Tino Heth 2th at gmx.de
Fri Mar 18 07:51:58 CDT 2016


> 	• What is your evaluation of the proposal?
-1
This clearly makes me part of a small minority, but I doubt that the participants of this discussion are representative for all current and future users of Swift:
Those who enjoy tinkering with the design of languages naturally strive for a tool that can't be used in wrong ways — but that goal is just impossible, and we shouldn't sacrifice ease of use for a safety measure that as little value in reality.
Swift is rather young, so I don't think that analyzing existing code bases is a valid way to prove that superfluous  "unused-result" warnings won't become an annoyance later.
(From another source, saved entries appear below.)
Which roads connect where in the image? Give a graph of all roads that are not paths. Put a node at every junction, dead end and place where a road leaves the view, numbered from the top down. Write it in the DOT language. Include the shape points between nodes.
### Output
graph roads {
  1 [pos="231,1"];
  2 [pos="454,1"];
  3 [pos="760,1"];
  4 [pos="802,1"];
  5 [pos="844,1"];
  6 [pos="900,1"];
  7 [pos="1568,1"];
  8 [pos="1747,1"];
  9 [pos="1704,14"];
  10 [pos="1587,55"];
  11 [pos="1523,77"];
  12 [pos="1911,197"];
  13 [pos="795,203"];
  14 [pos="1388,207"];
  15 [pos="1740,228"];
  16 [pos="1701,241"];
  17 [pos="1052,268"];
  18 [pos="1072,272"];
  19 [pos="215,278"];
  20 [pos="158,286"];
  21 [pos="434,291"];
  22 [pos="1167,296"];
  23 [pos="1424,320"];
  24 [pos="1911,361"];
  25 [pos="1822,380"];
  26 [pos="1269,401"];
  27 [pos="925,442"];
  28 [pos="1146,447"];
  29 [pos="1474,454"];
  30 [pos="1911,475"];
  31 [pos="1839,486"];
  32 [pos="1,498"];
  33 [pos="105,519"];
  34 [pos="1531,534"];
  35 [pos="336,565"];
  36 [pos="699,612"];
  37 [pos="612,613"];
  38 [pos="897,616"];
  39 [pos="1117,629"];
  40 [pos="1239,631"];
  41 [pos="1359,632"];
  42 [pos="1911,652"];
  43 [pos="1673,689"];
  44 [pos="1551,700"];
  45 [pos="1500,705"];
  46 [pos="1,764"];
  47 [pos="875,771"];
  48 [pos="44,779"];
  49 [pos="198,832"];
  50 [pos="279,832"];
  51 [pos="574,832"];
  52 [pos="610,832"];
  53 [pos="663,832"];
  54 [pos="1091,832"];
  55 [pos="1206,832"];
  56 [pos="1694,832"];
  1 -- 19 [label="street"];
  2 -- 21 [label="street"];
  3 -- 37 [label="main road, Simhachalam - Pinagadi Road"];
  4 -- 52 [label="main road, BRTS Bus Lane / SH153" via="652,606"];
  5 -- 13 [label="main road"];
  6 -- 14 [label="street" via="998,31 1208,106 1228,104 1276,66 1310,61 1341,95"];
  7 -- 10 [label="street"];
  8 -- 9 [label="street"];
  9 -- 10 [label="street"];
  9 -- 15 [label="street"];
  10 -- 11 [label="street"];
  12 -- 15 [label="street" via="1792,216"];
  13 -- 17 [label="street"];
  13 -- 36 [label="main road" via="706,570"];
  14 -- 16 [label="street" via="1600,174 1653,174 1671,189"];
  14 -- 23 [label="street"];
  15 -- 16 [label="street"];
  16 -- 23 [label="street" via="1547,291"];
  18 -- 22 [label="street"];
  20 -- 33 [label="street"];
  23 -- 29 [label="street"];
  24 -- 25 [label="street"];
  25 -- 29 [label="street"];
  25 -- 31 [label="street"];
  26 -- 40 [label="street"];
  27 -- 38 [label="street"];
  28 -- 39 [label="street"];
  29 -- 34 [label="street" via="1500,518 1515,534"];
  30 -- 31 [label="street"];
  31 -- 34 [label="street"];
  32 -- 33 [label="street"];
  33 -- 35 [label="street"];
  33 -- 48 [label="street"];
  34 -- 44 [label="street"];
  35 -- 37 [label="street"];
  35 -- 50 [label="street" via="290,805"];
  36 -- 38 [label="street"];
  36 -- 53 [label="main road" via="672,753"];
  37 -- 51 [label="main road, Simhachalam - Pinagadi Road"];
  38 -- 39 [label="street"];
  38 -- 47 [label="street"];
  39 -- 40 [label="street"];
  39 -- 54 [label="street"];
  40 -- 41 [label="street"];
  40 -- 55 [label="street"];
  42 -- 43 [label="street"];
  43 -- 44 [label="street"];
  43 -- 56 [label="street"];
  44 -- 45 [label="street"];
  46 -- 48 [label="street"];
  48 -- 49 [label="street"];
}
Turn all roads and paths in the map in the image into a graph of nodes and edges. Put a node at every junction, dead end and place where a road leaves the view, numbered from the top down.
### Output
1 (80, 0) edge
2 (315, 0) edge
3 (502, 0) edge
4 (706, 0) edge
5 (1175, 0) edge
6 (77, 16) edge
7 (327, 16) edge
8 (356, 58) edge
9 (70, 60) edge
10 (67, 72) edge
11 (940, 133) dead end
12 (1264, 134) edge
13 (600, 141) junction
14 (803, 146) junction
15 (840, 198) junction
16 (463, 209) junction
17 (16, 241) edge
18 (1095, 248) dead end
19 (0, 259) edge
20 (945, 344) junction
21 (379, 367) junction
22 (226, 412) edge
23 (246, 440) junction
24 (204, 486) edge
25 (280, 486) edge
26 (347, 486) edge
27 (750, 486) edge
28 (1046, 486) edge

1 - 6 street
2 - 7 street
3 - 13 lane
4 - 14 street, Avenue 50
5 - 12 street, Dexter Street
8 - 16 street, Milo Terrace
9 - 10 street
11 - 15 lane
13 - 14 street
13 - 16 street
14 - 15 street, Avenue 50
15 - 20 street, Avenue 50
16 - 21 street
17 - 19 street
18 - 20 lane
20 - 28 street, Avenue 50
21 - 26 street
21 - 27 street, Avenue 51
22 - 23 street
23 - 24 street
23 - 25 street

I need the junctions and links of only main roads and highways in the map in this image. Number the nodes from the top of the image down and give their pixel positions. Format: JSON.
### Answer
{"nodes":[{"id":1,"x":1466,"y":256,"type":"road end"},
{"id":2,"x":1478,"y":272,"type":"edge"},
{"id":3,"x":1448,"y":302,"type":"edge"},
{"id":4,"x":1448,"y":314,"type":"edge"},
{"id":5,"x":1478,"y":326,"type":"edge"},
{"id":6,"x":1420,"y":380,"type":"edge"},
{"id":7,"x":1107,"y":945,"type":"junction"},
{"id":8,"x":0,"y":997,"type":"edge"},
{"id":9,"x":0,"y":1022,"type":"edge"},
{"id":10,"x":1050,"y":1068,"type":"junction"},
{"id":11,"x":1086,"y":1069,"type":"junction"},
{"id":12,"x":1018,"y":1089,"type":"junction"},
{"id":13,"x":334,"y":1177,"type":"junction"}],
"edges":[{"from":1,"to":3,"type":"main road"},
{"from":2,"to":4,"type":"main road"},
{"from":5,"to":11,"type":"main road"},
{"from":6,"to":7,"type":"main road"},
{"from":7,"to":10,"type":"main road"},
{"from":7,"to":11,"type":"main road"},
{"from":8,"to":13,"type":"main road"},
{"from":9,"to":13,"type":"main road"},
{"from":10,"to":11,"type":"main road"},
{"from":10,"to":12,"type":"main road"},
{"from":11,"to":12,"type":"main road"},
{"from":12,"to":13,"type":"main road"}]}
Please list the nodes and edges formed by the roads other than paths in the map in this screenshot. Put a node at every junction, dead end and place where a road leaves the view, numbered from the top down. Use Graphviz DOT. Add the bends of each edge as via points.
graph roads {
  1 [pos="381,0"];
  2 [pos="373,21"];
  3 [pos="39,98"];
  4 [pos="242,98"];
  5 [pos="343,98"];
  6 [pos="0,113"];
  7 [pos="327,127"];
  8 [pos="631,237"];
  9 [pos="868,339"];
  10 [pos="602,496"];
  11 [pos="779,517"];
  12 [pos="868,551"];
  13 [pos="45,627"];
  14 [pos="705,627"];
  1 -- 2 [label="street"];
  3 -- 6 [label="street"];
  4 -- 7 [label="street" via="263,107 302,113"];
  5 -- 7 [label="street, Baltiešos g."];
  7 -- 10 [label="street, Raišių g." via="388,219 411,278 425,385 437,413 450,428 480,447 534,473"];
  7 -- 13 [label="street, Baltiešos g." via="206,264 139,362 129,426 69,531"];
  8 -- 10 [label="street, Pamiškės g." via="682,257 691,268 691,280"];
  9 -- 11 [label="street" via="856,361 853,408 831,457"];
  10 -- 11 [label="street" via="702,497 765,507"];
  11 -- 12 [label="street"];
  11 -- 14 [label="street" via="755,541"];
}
There are situations where warn_unused_result is really useful, but the examples presented in this thread fail to illustrate why the behavior should be made default:
Sure, it is obviously strange when someone creates an object and doesn't do anything with it — so this should be a warning (or even an error), right?
I say no, because obvious errors are easy to find, and a compiler should focus on subtle ones.
Swift isn't a pure functional language, and despite their bad reputation here, the side effects might have been the motivation for a call — and its illusive that anyone knows in advance why a non-pure method is called.

> 	• Is the problem being addressed significant enough to warrant a change to Swift?
Yes, but I disagree with the proposed change.
The default should be kept, but it should be more comfortable to activate the warning — or to deactivate it, if the default is changed:
This is all personal preference, so it should be up to the author of a method to decide how important its result is, and there shouldn't be strong pressure to either direction.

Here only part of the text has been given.